推断目录中的图片使用tools/infer_simple.py工具,命令如下:
python2 tools/infer_simple.py \
--cfg configs/12_2017_baselines/e2e_mask_rcnn_R-101-FPN_2x.yaml \
--output-dir /tmp/detectron-visualizations \
--image-ext jpg \
--wts https://s3-us-west-2.amazonaws.com/detectron/35861858/12_2017_baselines/e2e_mask_rcnn_R-101-FPN_2x.yaml.02_32_51.SgT4y1cO/output/train/coco_2014_train:coco_2014_valminusminival/generalized_rcnn/model_final.pkl \
demo
--cfg是之前提到的配置文件,detectron在运行程序时首先导入存放在core/config.py的所有参数的默认值,然后在调用函数merge_cfg_from_file(args.cfg),将--cfg参数引用的配置文件中存放的参数将默认值替换。举个例子,在config.py中关于数据集中的类别数有默认的定义:
# Number of classes in the dataset; must be set
# E.g., 81 for COCO (80 foreground + 1 background)

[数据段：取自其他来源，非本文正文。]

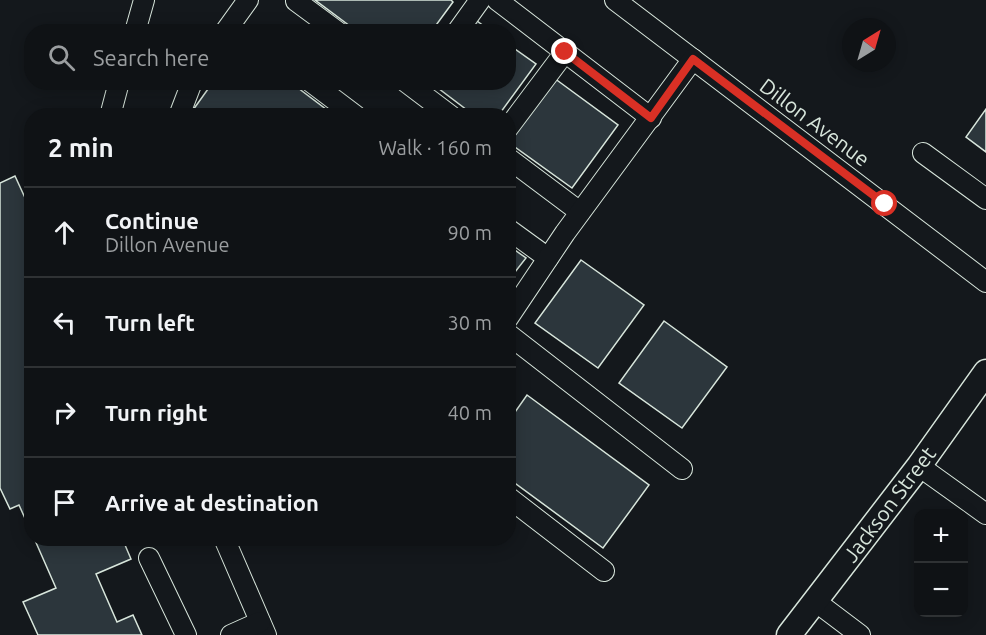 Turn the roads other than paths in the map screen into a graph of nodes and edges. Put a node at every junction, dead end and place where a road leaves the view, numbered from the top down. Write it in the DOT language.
graph roads {
  1 [pos="144,0"];
  2 [pos="248,0"];
  3 [pos="480,0"];
  4 [pos="497,0"];
  5 [pos="615,0"];
  6 [pos="296,1"];
  7 [pos="137,24"];
  8 [pos="231,24"];
  9 [pos="327,24"];
  10 [pos="463,24"];
  11 [pos="565,52"];
  12 [pos="693,59"];
  13 [pos="117,90"];
  14 [pos="189,90"];
  15 [pos="322,90"];
  16 [pos="420,90"];
  17 [pos="112,108"];
  18 [pos="182,108"];
  19 [pos="345,108"];
  20 [pos="441,108"];
  21 [pos="516,117"];
  22 [pos="651,118"];
  23 [pos="923,153"];
  24 [pos="516,164"];
  25 [pos="986,199"];
  26 [pos="580,212"];
  27 [pos="516,235"];
  28 [pos="548,258"];
  29 [pos="986,282"];
  30 [pos="516,306"];
  31 [pos="516,340"];
  32 [pos="986,372"];
  33 [pos="919,466"];
  34 [pos="682,469"];
  35 [pos="516,503"];
  36 [pos="986,514"];
  37 [pos="228,546"];
  38 [pos="149,558"];
  39 [pos="604,571"];
  40 [pos="815,601"];
  41 [pos="263,628"];
  42 [pos="186,635"];
  43 [pos="231,635"];
  44 [pos="789,635"];
  45 [pos="860,635"];
  1 -- 7 [label="street"];
  2 -- 8 [label="street"];
  3 -- 10 [label="street"];
  4 -- 11 [label="street"];
  5 -- 12 [label="street, Dillon Avenue"];
  6 -- 9 [label="street"];
  11 -- 21 [label="street"];
  11 -- 22 [label="street"];
  12 -- 22 [label="street"];
  12 -- 29 [label="street, Dillon Avenue"];
  13 -- 17 [label="street"];
  14 -- 18 [label="street"];
  15 -- 19 [label="street"];
  16 -- 20 [label="street"];
  22 -- 26 [label="street"];
  23 -- 25 [label="street"];
  24 -- 26 [label="street"];
  26 -- 28 [label="street"];
  27 -- 28 [label="street"];
  28 -- 30 [label="street"];
  31 -- 34 [label="street"];
  32 -- 33 [label="main road, Jackson Street"];
  33 -- 36 [label="street"];
  33 -- 40 [label="main road, Jackson Street"];
  35 -- 39 [label="street"];
  37 -- 41 [label="street"];
  38 -- 42 [label="street"];
  40 -- 44 [label="main road, Jackson Street"];
  40 -- 45 [label="street"];
  41 -- 43 [label="street"];
} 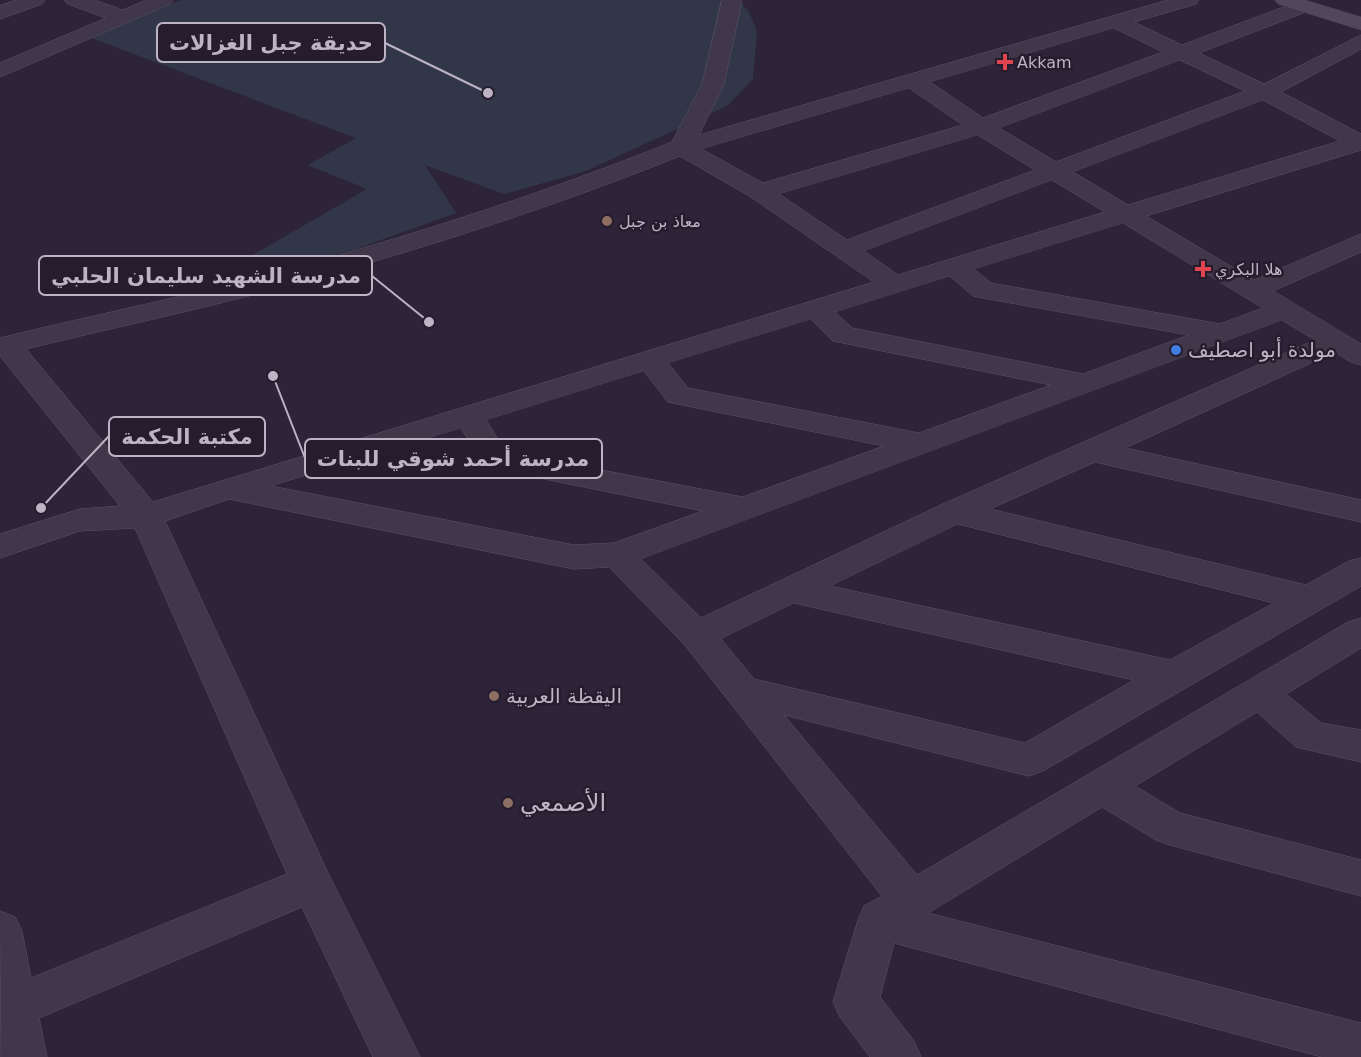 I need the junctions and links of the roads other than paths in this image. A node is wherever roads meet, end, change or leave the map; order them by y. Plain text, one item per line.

__C.MODEL.NUM_CLASSES = -1
这显然是一个默认值,需要我们在--cfg的配置文件中重新设置。故在configs/12_2017_baselines/e2e_mask_rcnn_R-101-FPN_2x.yaml中有:
MODEL:
TYPE: generalized_rcnn
CONV_BODY: FPN.add_fpn_ResNet101_conv5_body
NUM_CLASSES: 81
FASTER_RCNN: True
MASK_ON: True
merge_cfg_from_file()函数的功能就是将cfg文件中的MODEL.NUM_CLASSES的值(=81)替换config.py中的__C.MODEL.NUM_CLASSES(=-1)。
--image-ext是输出图像的后缀。
--wts是模型的参数文件,其实也就意味着是训练好可以拿来直接使用的模型。这里给的是一个地址,是官方训练好上传到亚马逊云上的模型,因为这样下载会很慢,所以也可以提前下载好(用迅雷)存放在本地,将--wts参数替换为本地的地址。在运行程序中,会检测--wts后的参数是网址还是地址,自动调取模型文件。
接下来就来看infer_simple.py的代码。
if __name__ == '__main__':
workspace.GlobalInit(['caffe2', '--caffe2_log_level=0']) # 对工作区的全局初始化
setup_logging(__name__) # 日志设置
args = parse_args() # 参数读取
main(args)
对于日志的设置,要事先导入logging模块。
from detectron.utils.logging import setup_logging
setup_logging定义如下:
def setup_logging(name):
FORMAT = '%(levelname)s %(filename)s:%(lineno)4d: %(message)s'
# %(levelname)s: 打印日志级别名称
# %(filename)s: 打印当前执行程序名
# %(lineno)d: 打印日志的当前行号
# %(message)s: 打印日志信息
# Manually clear root loggers to prevent any module that may have called
# logging.basicConfig() from blocking our logging setup
logging.root.handlers = []
logging.basicConfig(level=logging.INFO, format=FORMAT, stream=sys.stdout)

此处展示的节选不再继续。